А Глеб далеко ее не отпускает, на каждом шагу подхватить готов.
– Почитай вся деревня! Да так боится, что и нашатырь не поможет.
– Второй раз за сегодня в роще оказываюсь и второй раз думаю, какой красоты себя люди лишают из-за сказок этих! – улыбается Глаша, от дерева к дереву переходит да узоры гладит.
А Глеб за ней точно тень следует.
– Пойдем костер разводить, замерзла же.
Отмахнулась Глаша, от деревьев глаз оторвать не может.
– Ну так разводи пока, уж здесь-то я не заблужусь, столько света кругом!
Постоял Глеб, посмотрел, как ласкаются узоры к рукам ее, и отправился к костровищу. Костер разводит, а сам нет-нет да голову поднимет посмотреть, где она. А Глаша всю поляну обошла, последнее дерево обняла и улыбается, только что не мурлычет от удоволь-ствия.
– Не думал я, что тебе так полянка моя понравится, – усмехнулся Глеб, когда Глаша к костру подошла. – Знал бы, сильнее бы разрисовал.
– И не нужно сильнее – так красиво! – шепчет Глаша и руки к костру протягивает. – Только откуда ты столько краски взял?
Глеб ухмыльнулся да в сторону кивнул:
– Из города привез, откуда же еще. Здесь таких магазинов нет.
Прищурилась Глаша, глядит на него, склонив голову:
– А ты никак знал, что тебя здесь Хожим назовут?
– Знал. И готовился, – кивнул Глеб, а сам к костру наклонился, дунул, шепнул что-то, и затрещали сучья да хвоя. – А то бы тоже на каждом шагу за сердце хватался.
– И откуда же ты знал? – Сильнее сощурилась Глаша, уж не улыбается.

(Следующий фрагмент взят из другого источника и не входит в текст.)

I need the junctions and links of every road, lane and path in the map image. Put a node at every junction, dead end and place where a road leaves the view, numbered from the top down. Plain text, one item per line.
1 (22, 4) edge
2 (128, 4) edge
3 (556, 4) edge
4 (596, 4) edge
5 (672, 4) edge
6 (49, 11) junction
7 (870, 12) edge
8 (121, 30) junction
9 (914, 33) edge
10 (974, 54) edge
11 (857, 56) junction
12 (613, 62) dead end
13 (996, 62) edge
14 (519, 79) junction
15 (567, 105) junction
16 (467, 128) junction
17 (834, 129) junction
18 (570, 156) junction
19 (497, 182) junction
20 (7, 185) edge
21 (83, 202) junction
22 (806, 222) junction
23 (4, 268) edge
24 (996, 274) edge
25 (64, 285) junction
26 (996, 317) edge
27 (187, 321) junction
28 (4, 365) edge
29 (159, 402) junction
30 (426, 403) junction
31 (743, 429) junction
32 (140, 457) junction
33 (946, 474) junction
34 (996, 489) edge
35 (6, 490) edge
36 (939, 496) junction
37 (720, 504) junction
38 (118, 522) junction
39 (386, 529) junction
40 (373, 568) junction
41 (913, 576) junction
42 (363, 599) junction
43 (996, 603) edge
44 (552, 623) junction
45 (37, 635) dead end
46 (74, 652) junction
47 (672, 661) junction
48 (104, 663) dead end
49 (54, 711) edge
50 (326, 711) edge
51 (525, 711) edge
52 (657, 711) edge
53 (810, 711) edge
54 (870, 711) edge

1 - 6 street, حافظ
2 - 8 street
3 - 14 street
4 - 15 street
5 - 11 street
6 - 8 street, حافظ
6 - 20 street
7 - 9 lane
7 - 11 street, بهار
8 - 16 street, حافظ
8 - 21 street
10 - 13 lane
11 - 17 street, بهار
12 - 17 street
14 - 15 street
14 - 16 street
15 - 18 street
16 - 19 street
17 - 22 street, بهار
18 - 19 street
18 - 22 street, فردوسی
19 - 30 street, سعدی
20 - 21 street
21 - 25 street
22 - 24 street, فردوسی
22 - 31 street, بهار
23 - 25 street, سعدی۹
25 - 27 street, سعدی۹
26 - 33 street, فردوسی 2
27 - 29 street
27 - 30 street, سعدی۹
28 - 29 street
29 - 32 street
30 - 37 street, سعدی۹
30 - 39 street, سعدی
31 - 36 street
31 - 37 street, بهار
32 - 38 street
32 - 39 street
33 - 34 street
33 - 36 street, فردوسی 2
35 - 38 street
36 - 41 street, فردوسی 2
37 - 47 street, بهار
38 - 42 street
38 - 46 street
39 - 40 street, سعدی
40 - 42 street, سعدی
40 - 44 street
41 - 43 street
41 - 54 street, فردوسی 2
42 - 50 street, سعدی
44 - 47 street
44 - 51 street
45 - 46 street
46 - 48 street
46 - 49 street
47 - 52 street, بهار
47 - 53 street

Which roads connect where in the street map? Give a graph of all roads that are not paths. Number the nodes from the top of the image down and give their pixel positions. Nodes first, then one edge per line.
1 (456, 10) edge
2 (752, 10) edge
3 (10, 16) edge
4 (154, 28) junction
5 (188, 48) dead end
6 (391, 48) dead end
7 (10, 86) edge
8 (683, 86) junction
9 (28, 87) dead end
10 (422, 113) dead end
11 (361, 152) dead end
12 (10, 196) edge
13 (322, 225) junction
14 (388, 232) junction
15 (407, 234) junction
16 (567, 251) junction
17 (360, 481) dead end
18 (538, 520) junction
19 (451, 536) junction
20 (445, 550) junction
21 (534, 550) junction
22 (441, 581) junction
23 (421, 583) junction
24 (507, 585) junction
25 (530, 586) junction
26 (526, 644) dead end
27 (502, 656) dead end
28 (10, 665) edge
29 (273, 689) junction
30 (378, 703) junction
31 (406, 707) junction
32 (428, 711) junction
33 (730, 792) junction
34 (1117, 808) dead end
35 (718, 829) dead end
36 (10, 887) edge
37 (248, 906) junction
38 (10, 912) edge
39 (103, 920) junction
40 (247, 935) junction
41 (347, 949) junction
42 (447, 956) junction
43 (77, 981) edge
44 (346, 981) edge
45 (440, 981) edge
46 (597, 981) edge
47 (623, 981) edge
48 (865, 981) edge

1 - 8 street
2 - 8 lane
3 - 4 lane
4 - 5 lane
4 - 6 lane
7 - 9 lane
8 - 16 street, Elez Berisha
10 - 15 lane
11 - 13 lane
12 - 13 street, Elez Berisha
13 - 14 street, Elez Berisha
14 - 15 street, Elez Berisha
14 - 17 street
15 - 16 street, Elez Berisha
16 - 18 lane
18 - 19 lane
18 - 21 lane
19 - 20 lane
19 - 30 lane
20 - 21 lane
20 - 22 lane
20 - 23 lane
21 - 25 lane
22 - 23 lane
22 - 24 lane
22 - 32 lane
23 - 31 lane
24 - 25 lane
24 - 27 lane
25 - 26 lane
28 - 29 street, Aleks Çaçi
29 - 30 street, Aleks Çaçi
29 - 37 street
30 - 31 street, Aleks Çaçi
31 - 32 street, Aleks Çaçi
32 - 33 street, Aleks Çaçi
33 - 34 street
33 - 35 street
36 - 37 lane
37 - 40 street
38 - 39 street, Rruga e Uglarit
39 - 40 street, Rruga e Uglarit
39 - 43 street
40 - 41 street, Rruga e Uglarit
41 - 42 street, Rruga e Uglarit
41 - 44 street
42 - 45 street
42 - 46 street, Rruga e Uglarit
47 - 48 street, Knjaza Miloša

Глеб от костра голову поднял, стоит на коленях и смотрит на нее:
– Дед у меня – этнограф. Все сказки края нашего знает. Я как сказал ему, куда на практику еду, он мне целый ворох записей своих принес. Всю весну с ним сидели, байки местные разбирали – каждую мелочь, каждую повадку да обычай Хожего изучили. Ко всему я подготовился, казалось.
– Ко всему подготовился? Роль выучил? Как в театре, значит? – прошептала Глаша, а у самой по сердцу точно наждаком провели, так и саднит.
– Да какой уж тут театр, – вздохнул Глеб, а с колен не встает. – В театре, Глаша, ведьма синеглазая сердце у Хожего не крадет. Я ведь и подумать не мог, что тебя тут встречу.
А Глаше горько так, обидно, и слушать ничего не хочется. Вскочила бы да убежала, только сил совсем нет. Уткнулась себе в колени, в комок сжалась и заплакала.
– Ничего я у тебя не крала! Только поверила, глупая, театру твоему!